In these times of austerity, it is time to get smart about the role of foreign aid in development. Aid is smart when it is used to help developing countries stand on their own two feet by increasing their reliance on their own domestic financing – and thereby progressively reduce their need for foreign assistance.
At the centre of the global aid architecture is the 24-member Development Assistance Committee (DAC) of the Organization for Economic Co-operation and Development (OECD). Last year, aid from DAC countries reached US$130 billion – its highest-ever level in real terms. But while foreign aid has been growing at a rapid clip, the projection for the next three years, in the aftermath of the financial crisis, is of a substantial decline in the growth rate.
Many donors, Canada included, are squeezing their aid budgets as belt-tightening becomes a priority. So the question is whether austerity can be turned into an opportunity when it comes to international assistance.
About $3.5 trillion was spent on foreign aid internationally over the last half-century. That may sound like a lot, but most people don’t realize the amount of “phantom aid” that is buried in the numbers. For instance, the cost of settling refugees in donor countries, as well as the administrative cost of donor agencies, is counted as aid.
In fact, much of this so-called aid money never leaves the donor country. Typically, less than half of the aid from rich countries is classified as "country programmable,” which is the share over which the recipient country can have a meaningful say. For instance, only about 35 to 40 per cent of the $5 billion in aid spent annually by the Canadian government is country-programmable.

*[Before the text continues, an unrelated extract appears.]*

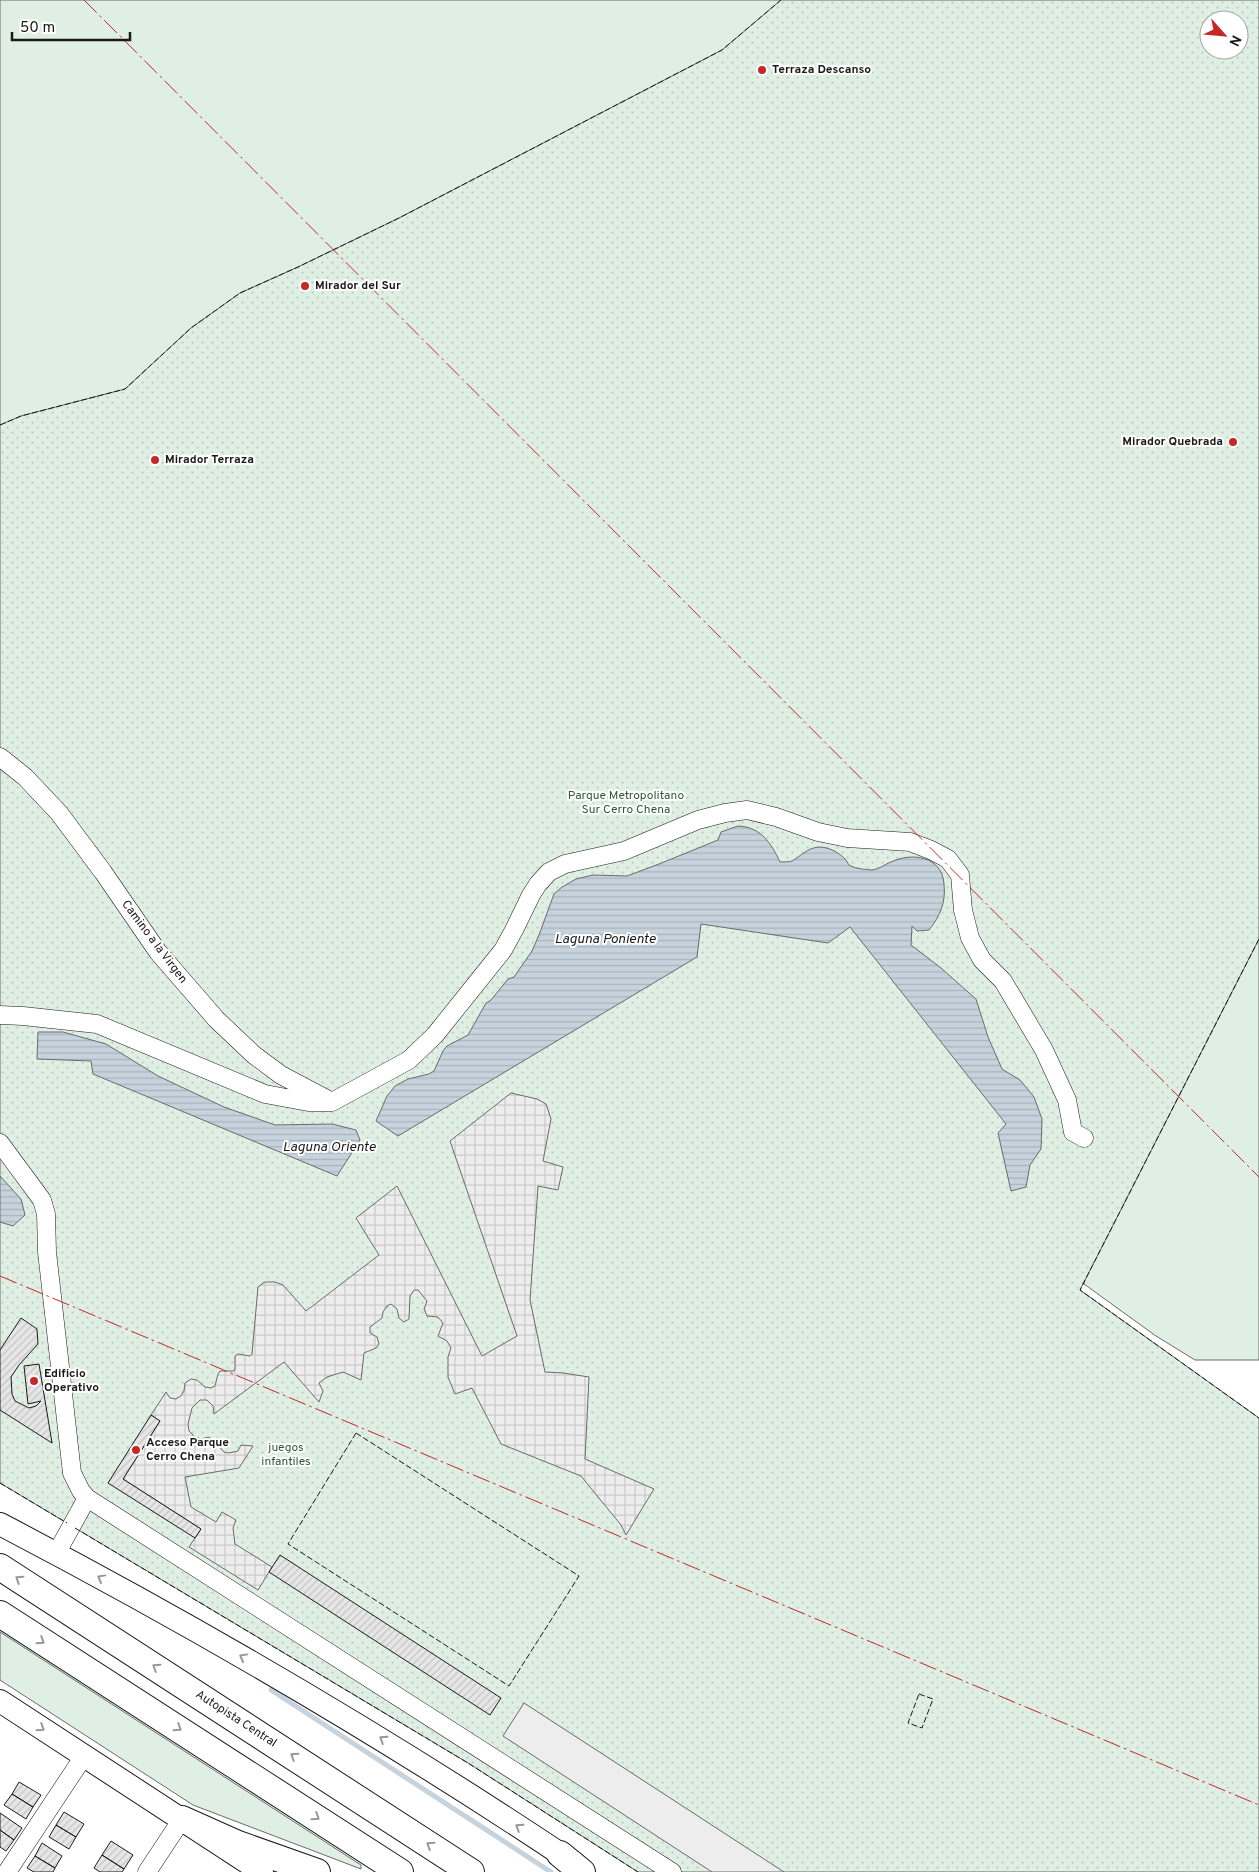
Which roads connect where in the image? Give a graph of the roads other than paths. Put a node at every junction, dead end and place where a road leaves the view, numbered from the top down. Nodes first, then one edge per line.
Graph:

So the first straightforward idea is to increase the share of country-programmable aid. Individual countries have the power to do this on their own by, for example, controlling the costs of donor agencies and moving toward more efficient channels. In this way, the amount of assistance actually reaching developing countries can be increased even with frozen aid budgets.
The second point to recognize is that most development expenditures are financed by developing countries themselves using their own resources. These include public resources – tax and non-tax revenue – as well as private resources, such as household savings, corporate profits, and investments, channelled through the financial system. Performance on both fronts remains very weak in most poor countries. So how can aid be directed to enhance public-resource mobilization and/or ease financial-sector bottlenecks?
The key is not more aid but achieving a better balance across priorities. Over the 50-year evolution of the DAC, aid dollars aimed at building economic infrastructure, such as banking and financial services, and at productive sectors such as agriculture, have declined as the focus shifted to social sectors such as health, education, and governance. Remarkably, less than two per cent of technical assistance to Africa goes toward building tax capacity, according to the OECD’s own estimates.